From KCRW’s Art Insider, Lindsay Preston Zappas:

At Bel Ami in Chinatown, Milano Chow’s drawings are detailed architectural compositions delicately rendered in graphite. The artist pulls references from a hodge-podge of architectural sources, and at first, her facades feel faithfully reproduced with precision. Though meticulously drawn, it’s only upon a closer inspection that impossible details begin to emerge: doors are as big as windows, stairs feel strangely small, windows begin where a new story of the building should.

Chow distorts these details to highlight the window frame, always repeated across her drawings, and wherein she occasionally places women who peer out from behind half-drawn curtains. While the rest of the work is hand-drawn, these women, culled from fashion magazine photoshoots, are rendered via photo transfer onto paper, allowing for another uncanny disruption of believability.

The idea of the voyeur is often discussed with a creepy undertone — an unwanted onlooker. Yet through Chow’s use of models, who have specifically posed in order to be seen, she confuses the role of the onlooker.

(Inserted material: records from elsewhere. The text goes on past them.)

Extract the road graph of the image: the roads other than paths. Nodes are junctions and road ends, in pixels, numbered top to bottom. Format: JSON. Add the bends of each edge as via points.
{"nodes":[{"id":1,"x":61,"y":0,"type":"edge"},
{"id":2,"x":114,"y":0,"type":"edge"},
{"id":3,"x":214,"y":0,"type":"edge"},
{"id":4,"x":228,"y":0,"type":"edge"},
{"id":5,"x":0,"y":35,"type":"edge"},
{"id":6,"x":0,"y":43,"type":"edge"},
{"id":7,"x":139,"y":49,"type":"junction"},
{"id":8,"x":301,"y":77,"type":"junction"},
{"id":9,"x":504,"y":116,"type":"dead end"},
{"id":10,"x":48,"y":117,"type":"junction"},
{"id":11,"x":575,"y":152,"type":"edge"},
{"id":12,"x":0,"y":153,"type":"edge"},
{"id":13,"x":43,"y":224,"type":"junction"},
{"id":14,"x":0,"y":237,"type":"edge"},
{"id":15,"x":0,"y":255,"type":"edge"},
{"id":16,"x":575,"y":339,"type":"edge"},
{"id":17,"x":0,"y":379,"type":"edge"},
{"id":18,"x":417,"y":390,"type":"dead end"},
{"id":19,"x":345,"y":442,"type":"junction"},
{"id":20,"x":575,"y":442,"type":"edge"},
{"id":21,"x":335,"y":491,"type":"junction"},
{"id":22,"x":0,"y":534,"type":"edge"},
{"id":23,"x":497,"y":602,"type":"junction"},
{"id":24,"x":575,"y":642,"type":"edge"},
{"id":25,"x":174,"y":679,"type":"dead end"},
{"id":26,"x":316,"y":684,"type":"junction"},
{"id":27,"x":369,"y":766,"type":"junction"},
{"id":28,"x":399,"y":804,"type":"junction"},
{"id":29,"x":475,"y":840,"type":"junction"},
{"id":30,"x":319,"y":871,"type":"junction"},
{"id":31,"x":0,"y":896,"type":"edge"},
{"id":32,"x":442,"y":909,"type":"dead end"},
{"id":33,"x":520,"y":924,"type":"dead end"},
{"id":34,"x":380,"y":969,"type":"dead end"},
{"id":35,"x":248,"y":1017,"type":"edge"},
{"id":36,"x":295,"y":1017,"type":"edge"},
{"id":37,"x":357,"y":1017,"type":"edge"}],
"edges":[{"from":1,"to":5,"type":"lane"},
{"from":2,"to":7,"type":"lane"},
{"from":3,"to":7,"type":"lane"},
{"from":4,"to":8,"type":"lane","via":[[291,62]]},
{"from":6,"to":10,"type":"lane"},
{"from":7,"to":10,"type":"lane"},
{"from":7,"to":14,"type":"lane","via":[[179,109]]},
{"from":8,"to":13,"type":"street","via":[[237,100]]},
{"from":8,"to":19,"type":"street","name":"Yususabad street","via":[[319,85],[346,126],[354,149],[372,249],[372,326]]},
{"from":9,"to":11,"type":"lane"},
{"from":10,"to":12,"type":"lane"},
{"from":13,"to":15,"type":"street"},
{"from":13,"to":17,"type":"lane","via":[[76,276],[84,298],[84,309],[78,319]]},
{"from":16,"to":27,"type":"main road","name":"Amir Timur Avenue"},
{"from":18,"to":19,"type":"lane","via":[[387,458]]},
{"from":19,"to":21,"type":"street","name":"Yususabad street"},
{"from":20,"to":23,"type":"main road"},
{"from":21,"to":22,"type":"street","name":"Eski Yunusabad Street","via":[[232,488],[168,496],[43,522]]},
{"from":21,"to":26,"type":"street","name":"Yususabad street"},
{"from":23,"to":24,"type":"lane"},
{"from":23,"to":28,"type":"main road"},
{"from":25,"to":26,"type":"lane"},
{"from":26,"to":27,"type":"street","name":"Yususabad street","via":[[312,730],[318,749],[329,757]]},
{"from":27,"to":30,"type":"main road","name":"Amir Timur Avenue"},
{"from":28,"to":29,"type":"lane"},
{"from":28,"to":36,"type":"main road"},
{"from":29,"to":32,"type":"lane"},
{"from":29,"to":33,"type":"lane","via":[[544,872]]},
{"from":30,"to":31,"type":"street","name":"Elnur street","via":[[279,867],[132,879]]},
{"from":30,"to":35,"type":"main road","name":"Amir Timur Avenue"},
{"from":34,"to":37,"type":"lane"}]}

I’ve known of Chow’s work for years, but in pandemic times, as we are all more confined to our discrete interiors, the act of looking through her windows takes on a new resonance. Windows have become our means of connection during otherwise isolating times. My office desk, for instance, is placed at my front window, where a repeated cast of neighbors stroll by every morning. Some know to look for me, perched in my predictable seat, waving as they cruise past. In Chow’s drawings, this palpable desire for connection is felt, as her impossible architectures act as imposing barriers.